What is needed
Look for "dead" in each line of the records, and copy the lines that have it.

+++ Records for the exercise

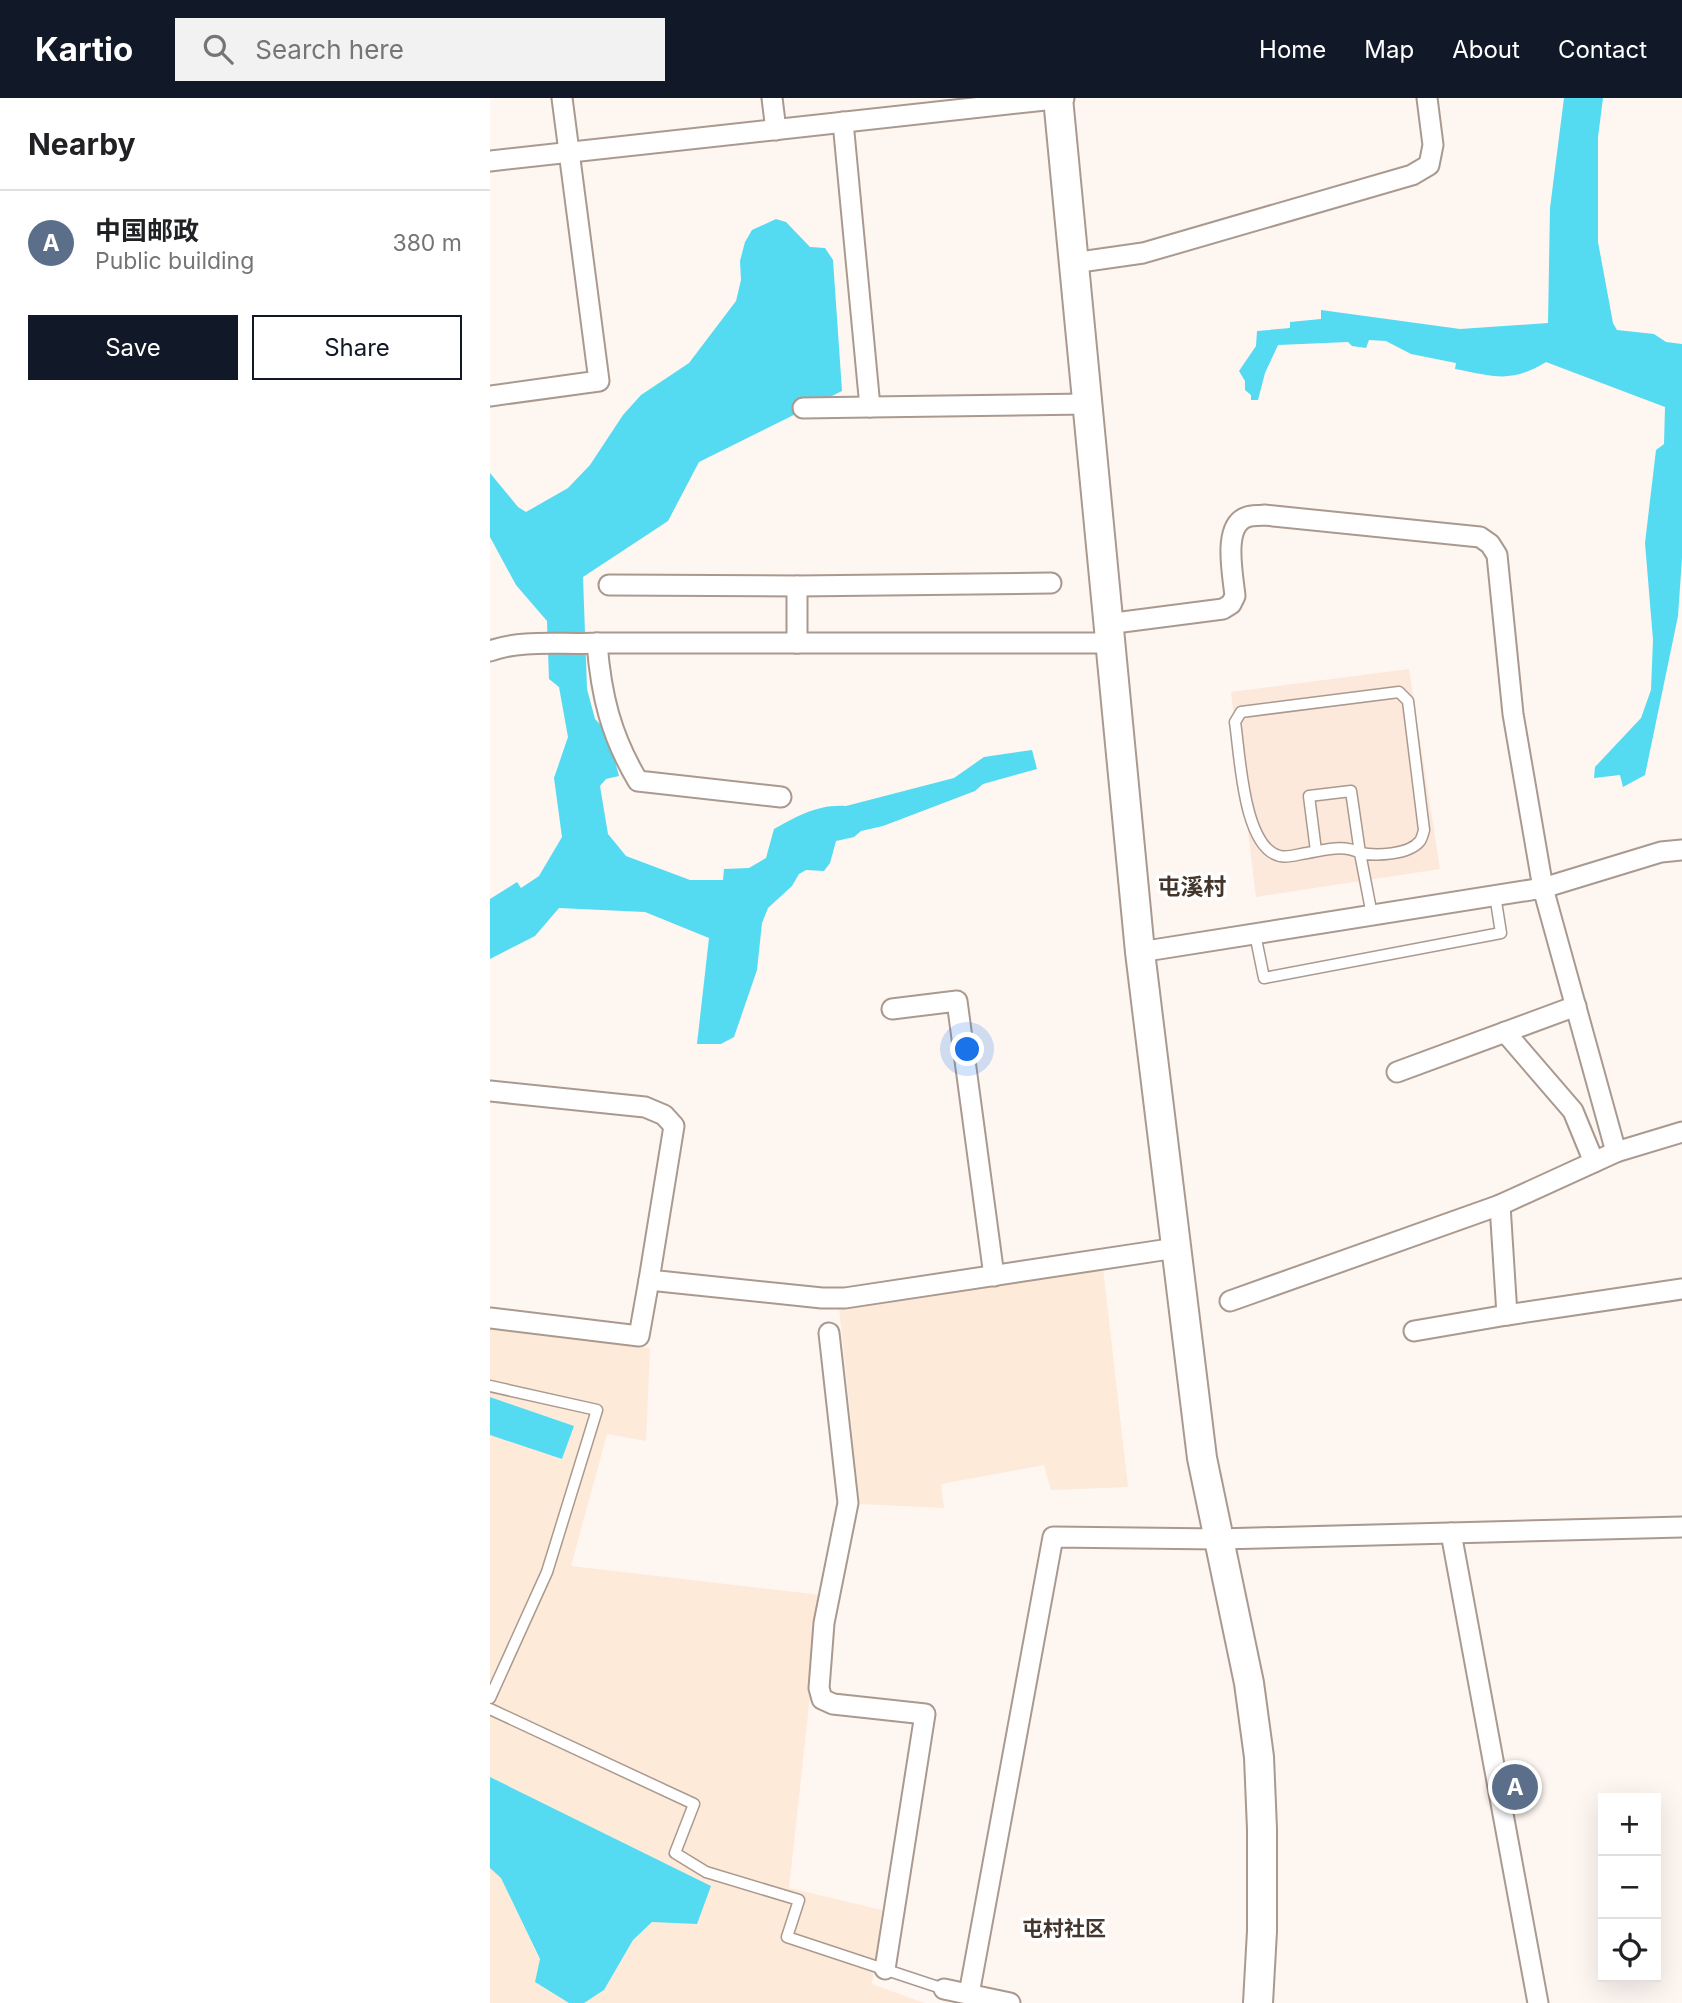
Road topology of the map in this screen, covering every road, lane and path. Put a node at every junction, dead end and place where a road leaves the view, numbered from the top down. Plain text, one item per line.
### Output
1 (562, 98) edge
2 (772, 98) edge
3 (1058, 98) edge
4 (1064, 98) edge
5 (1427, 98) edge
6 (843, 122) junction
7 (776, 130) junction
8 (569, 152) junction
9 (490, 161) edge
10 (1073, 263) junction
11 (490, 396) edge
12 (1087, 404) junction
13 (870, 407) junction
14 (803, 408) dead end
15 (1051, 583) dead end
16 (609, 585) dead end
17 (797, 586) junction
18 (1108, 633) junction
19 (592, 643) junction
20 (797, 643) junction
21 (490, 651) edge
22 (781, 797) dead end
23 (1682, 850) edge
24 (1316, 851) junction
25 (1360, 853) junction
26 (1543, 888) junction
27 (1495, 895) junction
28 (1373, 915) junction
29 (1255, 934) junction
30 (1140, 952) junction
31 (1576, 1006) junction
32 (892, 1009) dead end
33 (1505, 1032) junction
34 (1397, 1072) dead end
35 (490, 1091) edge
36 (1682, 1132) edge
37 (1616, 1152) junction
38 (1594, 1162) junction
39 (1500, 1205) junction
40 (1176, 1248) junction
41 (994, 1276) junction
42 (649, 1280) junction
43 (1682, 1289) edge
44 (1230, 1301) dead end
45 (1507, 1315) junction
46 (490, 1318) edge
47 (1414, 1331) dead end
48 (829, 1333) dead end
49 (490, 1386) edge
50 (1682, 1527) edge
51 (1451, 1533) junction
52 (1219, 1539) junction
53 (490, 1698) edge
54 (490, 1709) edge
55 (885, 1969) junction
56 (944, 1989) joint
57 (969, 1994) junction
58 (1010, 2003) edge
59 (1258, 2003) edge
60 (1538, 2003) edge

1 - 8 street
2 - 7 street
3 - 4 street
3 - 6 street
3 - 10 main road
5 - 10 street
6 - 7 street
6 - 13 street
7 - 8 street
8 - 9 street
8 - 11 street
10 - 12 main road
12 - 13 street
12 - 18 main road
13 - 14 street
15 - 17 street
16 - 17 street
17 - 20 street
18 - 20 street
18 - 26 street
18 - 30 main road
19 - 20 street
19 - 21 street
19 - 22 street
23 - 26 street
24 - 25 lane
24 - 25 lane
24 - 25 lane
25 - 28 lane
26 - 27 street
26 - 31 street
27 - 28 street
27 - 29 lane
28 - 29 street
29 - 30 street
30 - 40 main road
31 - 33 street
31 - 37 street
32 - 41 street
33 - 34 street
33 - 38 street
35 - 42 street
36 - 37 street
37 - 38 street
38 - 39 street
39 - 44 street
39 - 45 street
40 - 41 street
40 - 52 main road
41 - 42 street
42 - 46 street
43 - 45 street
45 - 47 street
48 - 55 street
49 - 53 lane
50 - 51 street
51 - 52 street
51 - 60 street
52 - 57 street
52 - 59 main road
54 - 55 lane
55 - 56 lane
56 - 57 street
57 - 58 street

++++++
+++ Records for the exercise

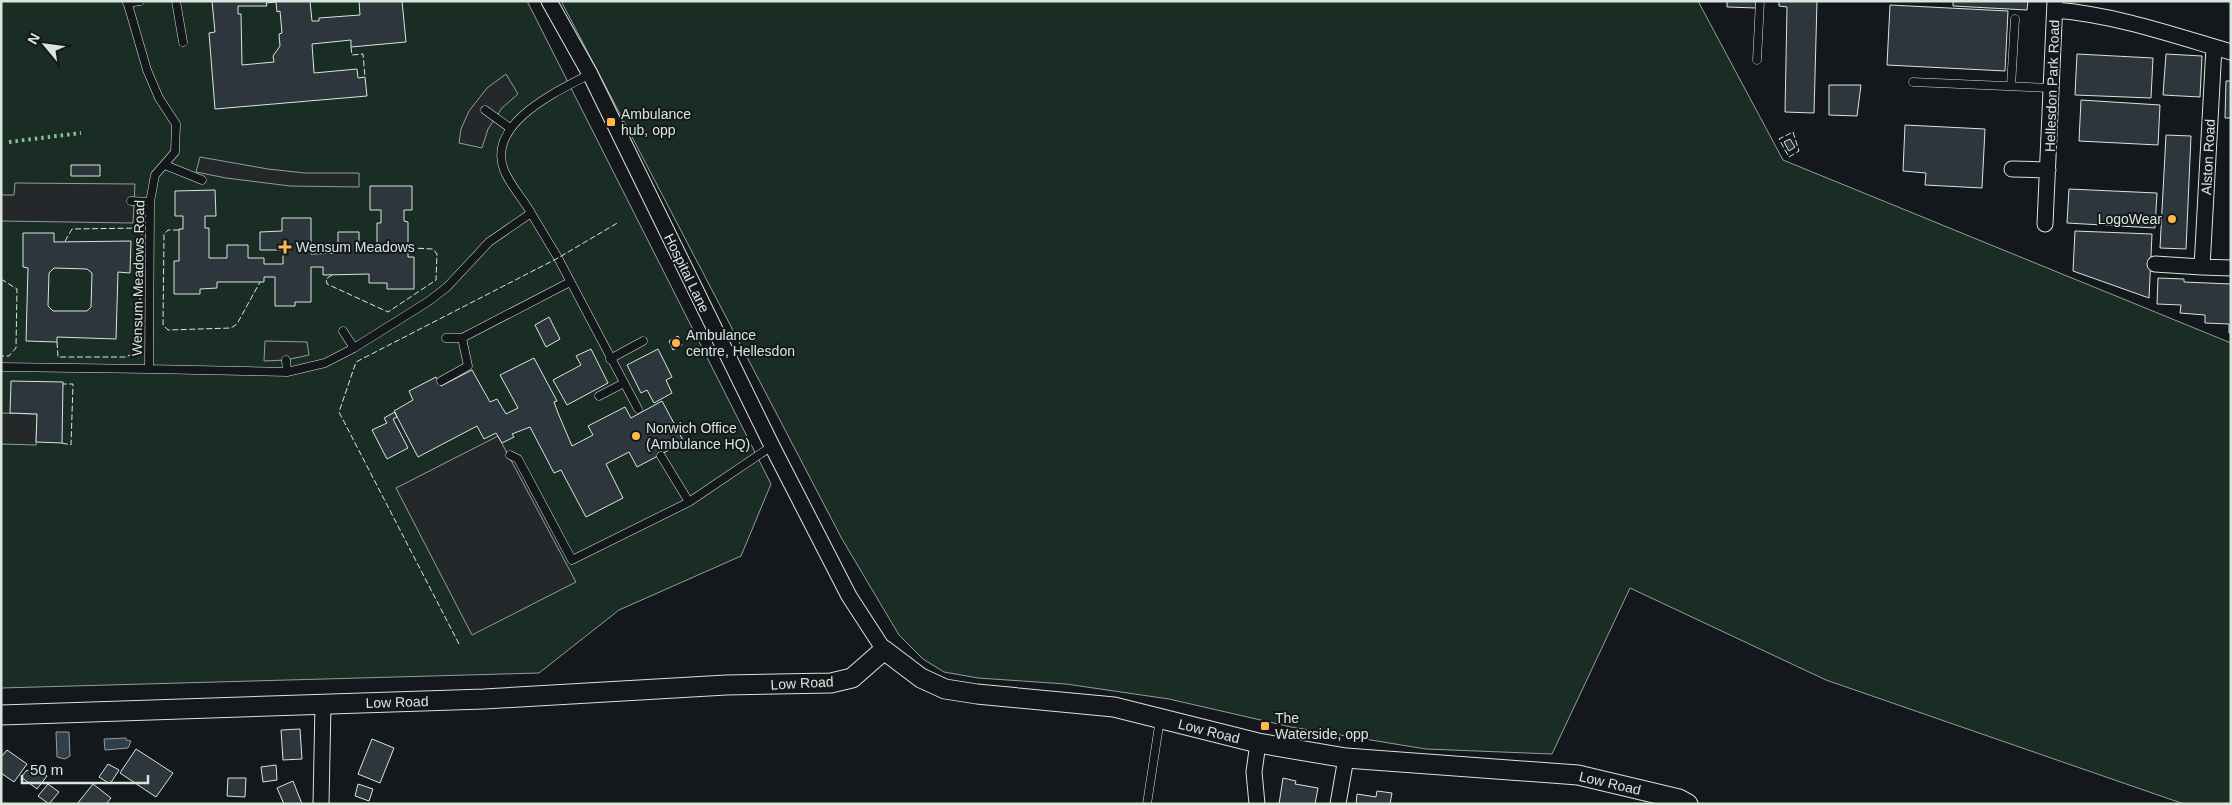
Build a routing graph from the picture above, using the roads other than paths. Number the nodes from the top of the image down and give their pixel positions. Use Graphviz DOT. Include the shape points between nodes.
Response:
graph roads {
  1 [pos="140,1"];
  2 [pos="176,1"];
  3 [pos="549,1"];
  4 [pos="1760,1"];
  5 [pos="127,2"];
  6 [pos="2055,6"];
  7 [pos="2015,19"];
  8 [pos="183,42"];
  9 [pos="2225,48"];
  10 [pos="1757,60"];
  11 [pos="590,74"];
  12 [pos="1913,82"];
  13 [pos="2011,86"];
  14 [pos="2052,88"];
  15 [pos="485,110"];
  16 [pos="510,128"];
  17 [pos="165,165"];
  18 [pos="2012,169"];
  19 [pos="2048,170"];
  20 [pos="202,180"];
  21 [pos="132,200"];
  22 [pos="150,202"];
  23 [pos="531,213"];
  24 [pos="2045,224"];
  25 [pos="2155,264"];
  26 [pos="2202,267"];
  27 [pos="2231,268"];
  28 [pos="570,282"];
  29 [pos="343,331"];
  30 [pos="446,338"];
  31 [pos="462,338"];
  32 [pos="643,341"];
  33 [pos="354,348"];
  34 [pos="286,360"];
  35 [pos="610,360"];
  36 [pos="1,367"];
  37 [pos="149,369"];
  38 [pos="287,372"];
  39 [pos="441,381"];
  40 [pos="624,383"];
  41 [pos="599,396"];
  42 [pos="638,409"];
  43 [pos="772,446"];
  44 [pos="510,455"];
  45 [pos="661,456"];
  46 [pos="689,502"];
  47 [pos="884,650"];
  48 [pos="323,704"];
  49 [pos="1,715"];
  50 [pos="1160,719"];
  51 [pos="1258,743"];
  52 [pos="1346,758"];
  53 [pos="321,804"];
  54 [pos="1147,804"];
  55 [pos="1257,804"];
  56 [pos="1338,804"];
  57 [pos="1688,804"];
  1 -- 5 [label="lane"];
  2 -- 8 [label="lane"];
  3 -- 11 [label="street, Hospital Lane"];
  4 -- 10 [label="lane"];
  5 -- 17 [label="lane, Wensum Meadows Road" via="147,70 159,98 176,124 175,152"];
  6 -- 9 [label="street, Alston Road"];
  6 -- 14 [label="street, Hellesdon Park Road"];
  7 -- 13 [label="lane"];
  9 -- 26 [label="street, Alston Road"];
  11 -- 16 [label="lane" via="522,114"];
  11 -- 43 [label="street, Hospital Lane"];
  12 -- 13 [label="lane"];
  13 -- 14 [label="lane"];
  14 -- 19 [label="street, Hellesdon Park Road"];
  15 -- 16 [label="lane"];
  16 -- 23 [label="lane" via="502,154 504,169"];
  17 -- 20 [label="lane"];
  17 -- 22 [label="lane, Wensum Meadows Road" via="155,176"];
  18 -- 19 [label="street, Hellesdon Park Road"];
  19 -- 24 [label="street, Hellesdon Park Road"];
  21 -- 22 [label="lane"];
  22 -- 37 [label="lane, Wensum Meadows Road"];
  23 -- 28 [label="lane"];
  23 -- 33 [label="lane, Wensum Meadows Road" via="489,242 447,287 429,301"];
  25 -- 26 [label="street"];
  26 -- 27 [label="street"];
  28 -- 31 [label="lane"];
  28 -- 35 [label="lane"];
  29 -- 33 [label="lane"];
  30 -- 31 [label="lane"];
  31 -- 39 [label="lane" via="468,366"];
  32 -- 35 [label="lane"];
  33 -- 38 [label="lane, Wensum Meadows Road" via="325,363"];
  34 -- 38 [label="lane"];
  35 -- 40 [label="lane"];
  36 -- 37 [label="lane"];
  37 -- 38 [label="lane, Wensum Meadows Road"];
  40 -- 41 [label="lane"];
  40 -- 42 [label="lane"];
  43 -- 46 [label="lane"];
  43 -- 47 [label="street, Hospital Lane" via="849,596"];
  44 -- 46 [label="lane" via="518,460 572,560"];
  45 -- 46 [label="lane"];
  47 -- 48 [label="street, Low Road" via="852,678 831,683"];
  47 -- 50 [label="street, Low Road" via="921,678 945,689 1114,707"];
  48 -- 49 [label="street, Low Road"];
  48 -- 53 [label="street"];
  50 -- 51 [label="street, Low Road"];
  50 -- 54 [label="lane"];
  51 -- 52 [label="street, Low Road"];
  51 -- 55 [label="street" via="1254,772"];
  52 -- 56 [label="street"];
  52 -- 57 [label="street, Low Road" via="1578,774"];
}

++++++

Solution
Road topology of the map in this screen, covering every road, lane and path. Put a node at every junction, dead end and place where a road leaves the view, numbered from the top down. Plain text, one item per line.
14 (803, 408) dead end
15 (1051, 583) dead end
16 (609, 585) dead end
22 (781, 797) dead end
32 (892, 1009) dead end
34 (1397, 1072) dead end
44 (1230, 1301) dead end
47 (1414, 1331) dead end
48 (829, 1333) dead end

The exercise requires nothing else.